Toyota dominates the global market as hybrids make up nearly half of 2025 sales

Francesco Armenio
Toyota sold 11.3 million vehicles in 2025, staying world No. 1 as hybrids accounted for about 42% of global volume.
2026 Toyota RAV4 Plug-in Hybrid

Toyota closed 2025 as the world’s best-selling automaker for the sixth consecutive year, setting a new all-time record and further widening the gap over its main rivals. The Japanese group, including Lexus, Daihatsu and Hino, reached 11,322,575 vehicles sold globally, up 4.6% from the previous year, with Volkswagen now trailing by a wide margin below the 9 million-unit mark.

Toyota sold more than 11 million vehicles in 2025, largely thanks to hybrids

toyota rav4 2026

The sales mix played a central role in this result. Full hybrid vehicles accounted for around 42% of the group’s total volume, equal to almost 4.7 million units. Fully electric cars, by contrast, still represented only about 1.9% of the total. That small share shows how Toyota’s leadership rests on very different foundations from those of rivals such as BYD and Tesla, which continue to fight for leadership in the battery-electric segment.
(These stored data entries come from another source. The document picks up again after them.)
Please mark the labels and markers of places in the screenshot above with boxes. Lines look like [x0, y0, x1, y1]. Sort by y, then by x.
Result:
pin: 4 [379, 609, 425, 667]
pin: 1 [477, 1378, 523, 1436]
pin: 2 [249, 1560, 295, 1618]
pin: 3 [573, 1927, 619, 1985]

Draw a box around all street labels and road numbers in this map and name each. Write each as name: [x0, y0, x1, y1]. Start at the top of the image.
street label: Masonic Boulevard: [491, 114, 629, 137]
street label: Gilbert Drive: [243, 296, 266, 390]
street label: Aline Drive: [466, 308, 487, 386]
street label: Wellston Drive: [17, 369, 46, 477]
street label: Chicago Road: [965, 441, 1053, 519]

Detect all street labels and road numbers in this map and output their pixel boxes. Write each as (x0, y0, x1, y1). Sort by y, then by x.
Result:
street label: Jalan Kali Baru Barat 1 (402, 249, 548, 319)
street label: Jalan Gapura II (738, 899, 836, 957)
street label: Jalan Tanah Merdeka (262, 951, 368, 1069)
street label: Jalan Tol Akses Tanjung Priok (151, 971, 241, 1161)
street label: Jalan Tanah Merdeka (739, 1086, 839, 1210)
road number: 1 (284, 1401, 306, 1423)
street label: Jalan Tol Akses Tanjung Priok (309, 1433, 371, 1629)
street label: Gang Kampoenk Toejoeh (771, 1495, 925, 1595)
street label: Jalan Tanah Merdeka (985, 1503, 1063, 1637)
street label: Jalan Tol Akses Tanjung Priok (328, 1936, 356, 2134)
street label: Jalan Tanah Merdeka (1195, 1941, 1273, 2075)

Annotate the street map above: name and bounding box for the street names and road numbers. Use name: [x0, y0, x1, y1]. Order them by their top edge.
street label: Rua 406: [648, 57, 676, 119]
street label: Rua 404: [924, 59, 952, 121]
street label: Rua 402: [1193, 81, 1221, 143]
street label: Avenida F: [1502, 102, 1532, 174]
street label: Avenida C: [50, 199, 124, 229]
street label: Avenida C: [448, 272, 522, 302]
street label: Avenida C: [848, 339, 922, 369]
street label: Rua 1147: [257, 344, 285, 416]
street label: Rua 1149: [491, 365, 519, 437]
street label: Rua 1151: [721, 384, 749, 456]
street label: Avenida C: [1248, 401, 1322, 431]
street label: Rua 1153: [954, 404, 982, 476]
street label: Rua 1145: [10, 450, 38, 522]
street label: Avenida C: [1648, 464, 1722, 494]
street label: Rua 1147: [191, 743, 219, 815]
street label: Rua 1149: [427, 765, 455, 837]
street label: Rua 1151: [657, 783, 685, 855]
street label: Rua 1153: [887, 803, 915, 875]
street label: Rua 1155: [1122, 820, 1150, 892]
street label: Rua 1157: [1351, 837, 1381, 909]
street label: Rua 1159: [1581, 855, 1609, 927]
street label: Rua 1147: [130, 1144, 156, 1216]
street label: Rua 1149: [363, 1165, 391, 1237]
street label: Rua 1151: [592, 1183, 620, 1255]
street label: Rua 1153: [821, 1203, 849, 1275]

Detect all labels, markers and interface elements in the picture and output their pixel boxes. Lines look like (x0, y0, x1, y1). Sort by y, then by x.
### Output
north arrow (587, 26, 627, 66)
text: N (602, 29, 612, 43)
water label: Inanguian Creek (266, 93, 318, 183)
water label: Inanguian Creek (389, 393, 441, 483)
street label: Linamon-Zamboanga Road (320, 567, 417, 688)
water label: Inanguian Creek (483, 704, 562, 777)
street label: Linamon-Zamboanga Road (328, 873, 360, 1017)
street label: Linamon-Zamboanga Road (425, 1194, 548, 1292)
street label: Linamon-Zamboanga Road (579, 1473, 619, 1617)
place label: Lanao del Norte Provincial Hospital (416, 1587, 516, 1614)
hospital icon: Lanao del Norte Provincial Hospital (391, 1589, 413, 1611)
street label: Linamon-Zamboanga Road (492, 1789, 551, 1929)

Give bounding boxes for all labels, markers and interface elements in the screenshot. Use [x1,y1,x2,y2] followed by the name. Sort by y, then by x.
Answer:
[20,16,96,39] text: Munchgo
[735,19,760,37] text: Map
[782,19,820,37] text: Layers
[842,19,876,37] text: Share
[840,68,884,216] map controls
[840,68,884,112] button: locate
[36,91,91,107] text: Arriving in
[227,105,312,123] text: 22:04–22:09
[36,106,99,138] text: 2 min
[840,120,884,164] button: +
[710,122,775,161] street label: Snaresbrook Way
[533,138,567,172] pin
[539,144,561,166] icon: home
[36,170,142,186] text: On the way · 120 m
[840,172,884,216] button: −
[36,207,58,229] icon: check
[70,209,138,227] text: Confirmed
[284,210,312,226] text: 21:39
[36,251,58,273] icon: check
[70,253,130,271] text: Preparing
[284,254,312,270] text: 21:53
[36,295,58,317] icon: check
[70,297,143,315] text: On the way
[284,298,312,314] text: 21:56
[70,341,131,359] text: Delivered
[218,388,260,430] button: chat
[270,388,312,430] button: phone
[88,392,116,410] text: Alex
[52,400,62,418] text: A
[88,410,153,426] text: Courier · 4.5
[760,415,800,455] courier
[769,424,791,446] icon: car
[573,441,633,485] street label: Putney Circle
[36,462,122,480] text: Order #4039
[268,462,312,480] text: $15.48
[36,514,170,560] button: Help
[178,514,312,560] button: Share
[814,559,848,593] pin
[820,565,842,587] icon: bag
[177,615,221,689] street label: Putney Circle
The geographic distribution confirms the strength of this model. The group sold around 3.28 million vehicles in Asia, nearly 2.93 million in North America, about 1.5 million in Japan and more than 1.18 million in Europe. In all these markets, especially the United States, Japan and Europe, hybrid technology has now become a familiar choice for a very broad customer base.

toyota gr yaris

In Europe, Toyota continued to grow thanks to models such as the Yaris, Yaris Cross, Corolla, C-HR and RAV4, almost all of which rely heavily on electrified versions. The strategy that the Japanese automaker calls multi-technology does not stop at traditional hybrids. It also includes plug-in hybrids, fully electric vehicles and hydrogen, with the goal of adapting each technology to the specific characteristics of every market and to different usage needs.

This approach has allowed Toyota to move in the opposite direction from much of the industry while still holding the top position. The real question is whether this strategy will provide the same competitive advantage if demand for fully electric cars accelerates sharply in the coming years. For now, however, the 2025 numbers suggest that the global market has not rewarded only those who pushed hardest into EVs, but also those who managed the timing of the transition with more gradual precision.